There once was a girl from Great Bend
Who wanted to hear from a friend.
But to her disgust
There was no way to trust
The network, beginning to end.
She needed a way to encrypt
Message X before it was shipped.
"It needs to be true
That it's easy to do,
But hard to do backwards," she quipped.
"I can multiply numbers with ease—
Numbers as large as you please.
But to go in reverse
Is very much worse.
So I'll pick two big primes to make keys.
"One is p, other's q. Next step, then,
Is to find out their product, called N.
Now choose e: This time,
It's a relative prime
To the Euler φ-function of N.
"This function is easy to do:
Find pq less p, minus q,
Plus one. So we see
It's not hard to find e.
Now the last thing we need is called μ.
"In Greece, long ago, Euclid taught
A way to find μ, which is sought,
So that 1 less μe
Will turn out to be
A multiple of φ(N) less than nought.
"So I have μ and e. Now I may
Keep μ private, but give e away.
My friend gets the key,
Computes X to the e
Mod N, and sends that my way.
"This new message Y seems complex.
To decrypt it, what to do next?
Well, all that I do
Is find Y to the μ
Mod N; the result will be X.
"This encryption is hard to undo
Without knowing q, p, or μ.
The 'security guard'
Is that factoring's hard,
Unless there's a brilliant breakthrough."

[ArmenT]

A Beautiful Mind: Brain Injury Turns Man Into Math Genius

In 2002, two men savagely attacked Jason Padgett outside a karaoke bar, leaving him with a severe concussion and post-traumatic stress disorder. But the incident also turned Padgett into a mathematical genius who sees the world through the lens of geometry.

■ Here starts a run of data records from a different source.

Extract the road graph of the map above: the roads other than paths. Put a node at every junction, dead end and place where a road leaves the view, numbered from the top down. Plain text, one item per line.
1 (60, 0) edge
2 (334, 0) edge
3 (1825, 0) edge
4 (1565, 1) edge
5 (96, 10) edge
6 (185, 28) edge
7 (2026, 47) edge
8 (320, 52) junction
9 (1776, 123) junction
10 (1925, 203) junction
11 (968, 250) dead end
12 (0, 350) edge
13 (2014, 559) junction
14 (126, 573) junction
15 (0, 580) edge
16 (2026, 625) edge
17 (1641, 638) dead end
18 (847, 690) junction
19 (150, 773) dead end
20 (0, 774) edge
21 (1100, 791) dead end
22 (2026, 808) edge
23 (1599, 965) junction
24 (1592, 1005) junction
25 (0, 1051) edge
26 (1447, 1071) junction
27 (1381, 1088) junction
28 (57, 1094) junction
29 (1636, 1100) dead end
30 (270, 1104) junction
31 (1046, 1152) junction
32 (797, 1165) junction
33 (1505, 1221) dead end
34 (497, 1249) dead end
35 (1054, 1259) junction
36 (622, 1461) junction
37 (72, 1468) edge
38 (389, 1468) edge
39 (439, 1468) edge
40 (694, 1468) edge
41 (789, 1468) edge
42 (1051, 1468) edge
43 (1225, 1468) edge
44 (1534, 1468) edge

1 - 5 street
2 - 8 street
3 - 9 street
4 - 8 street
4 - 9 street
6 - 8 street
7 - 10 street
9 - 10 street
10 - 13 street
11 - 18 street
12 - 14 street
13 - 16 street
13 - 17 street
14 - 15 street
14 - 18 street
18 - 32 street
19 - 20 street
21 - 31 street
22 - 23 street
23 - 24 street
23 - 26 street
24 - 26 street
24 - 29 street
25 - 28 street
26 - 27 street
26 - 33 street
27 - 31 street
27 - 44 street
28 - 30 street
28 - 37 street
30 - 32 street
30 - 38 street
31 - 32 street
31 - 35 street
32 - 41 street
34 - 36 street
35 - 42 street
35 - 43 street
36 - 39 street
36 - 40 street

Padgett, a furniture salesman from Tacoma, Washington, who had very little interest in academics, developed the ability to visualize complex mathematical objects and physics concepts intuitively. The injury, while devastating, seems to have unlocked part of his brain that makes everything in his world appear to have a mathematical structure.

The article is a very interesting read...

[Amber G.]

A Beautiful Mind: Brain Injury Turns Man Into Math Genius
....
The article is a very interesting read...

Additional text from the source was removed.